“裏金問題”さらに拡大

マチュア二選手への現金供与をめぐって、西武球団の調査委員会が行った中間報告。


以前、この問題を取り上げた際*1にボソッともらした筆者の願望空しく、事件はさらに拡大していく様相を呈している。

プロ野球の西武球団がアマチュア二選手に不正に現金を供与していた問題で、西武の調査委員会(委員長=池井優慶大名誉教授)は4日、中間報告をまとめ、高校・大学の指導者らアマチュア野球関係者延べ170人に最高1000万円の謝礼を渡していたことを明らかにした。また、これまで明らかになった二選手以外の五選手にも契約前に約6160万円を支払っていたことが分かった。選手らの氏名は公表していない。」(2007年4月5日付け朝刊・第1面)

以前“情報隠し”、“コンプライアンス体制不備”と叩かれた西武グループのこと、当時の反省を踏まえて、過去に遡って膿を全て出し切ろうとする姿勢には率直に共感することができる。


2005年6月の「倫理行動宣言」以前の情報についても問題視したこと(しかも他球団も同様の行為を行っていたことを示唆したこと)について、一部関係者からは批判も出ているようだが、アマチュア野球界の根本規範である「日本学生野球憲章」の内容自体は、「宣言」以前からほとんど変わっていないのであって、上のような批判は本質的なものとはいえないだろう。


既に問題にされている選手への現金供与に加え、監督・コーチ等への利益供与も、「日本学生野球憲章」の

第14条 選手又は部員は、コーチ、審判その他これに準ずる行為をするに際し、これらに当然に必要な旅費、宿泊費、その他の経費以外の金品の支給、若しくは貸与を受け、又はその他の利益を受けることができない。

に明白に抵触する。


それゆえ、根本規範を形式的に当てはめれば、球界はルール違反が横行する(あるいは「していた」)とんでもない業界、ということになり、それ自体断罪されねばならない、ということになる。


・・・だが、である。


そもそも、金銭の授受を絶対的に禁止する憲章のルール設定自体が、そもそも妥当なものといえるのだろうか?

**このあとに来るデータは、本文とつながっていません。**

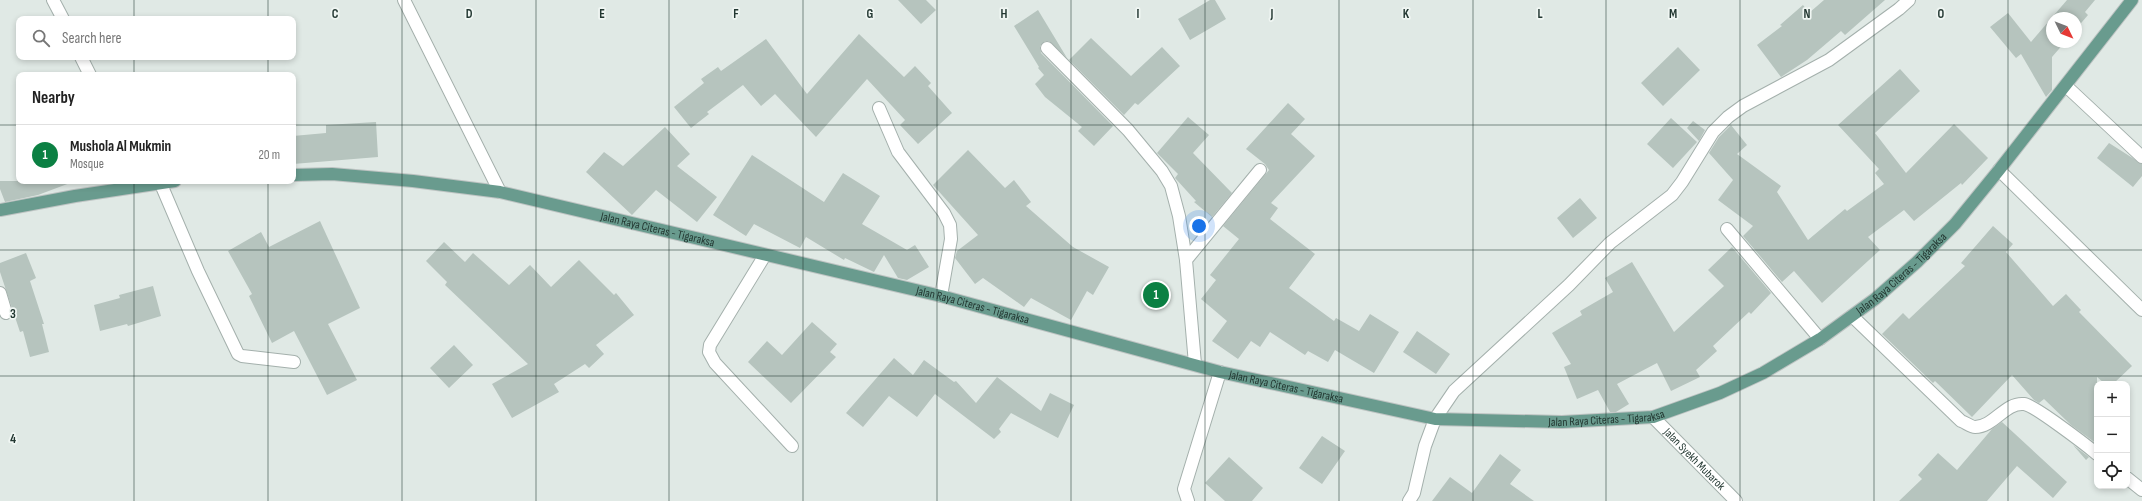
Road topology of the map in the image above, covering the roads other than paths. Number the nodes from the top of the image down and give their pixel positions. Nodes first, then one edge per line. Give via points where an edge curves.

能力のない選手やコーチが、「カネで自らのポジションを奪う(守る)」(あるいはカネがないために、才能がある選手が埋もれていく)ことは、スポーツ競技そのものの本質にかかわる問題といえるだろうが、能力のある選手やコーチに、それに見合った「対価」を支払うことは、スポーツそのものの本質を歪める行為とはいえないはずだ*2


欧州の特権階級の閉鎖的体質の象徴であった「アマチュアリズム」が、五輪という最高峰の舞台においてさえ、もはや放棄されつつある今、「カネ」の問題に一々目くじらを立てる必要があるのか、という素朴な疑問がここにはある。


この国には、自分自身が日々小ガネに執着する生活を送っているにもかかわらず、他人が大金をもらうことに対しては妬み、やっかみを如実に表明する人が多い*3


そして、今回の一連の騒動も、そういった妬み、やっかみを燃料として大きな炎となって燃え上がっているように見える。


だが、そんなチマチマした発想で、球界にダーティなイメージを植え付け、将来ある選手の道を閉ざすのは、それこそ世の中にとって大きな損失だと思う。


前時代的ルールに必要以上に執着するより、「能力のある者はアマチュアだろうがプロだろうが、それに見合った見返りを受けることができる」という思想を根底に、新しいルールを設ける方がよほど前向きな発想だ、と思ってしまうのは、果たして筆者だけだろうか・・・?

*1:http://d.hatena.ne.jp/FJneo1994/20070316/1174154244#tb

*2:しかも、その「能力」は単に生まれながらの才能だけで担保されているものではなく、日々真摯に練習に励み、技量を磨いたゆえに得られたものであろう。

*3:議員宿舎の問題などはまさにその典型だ。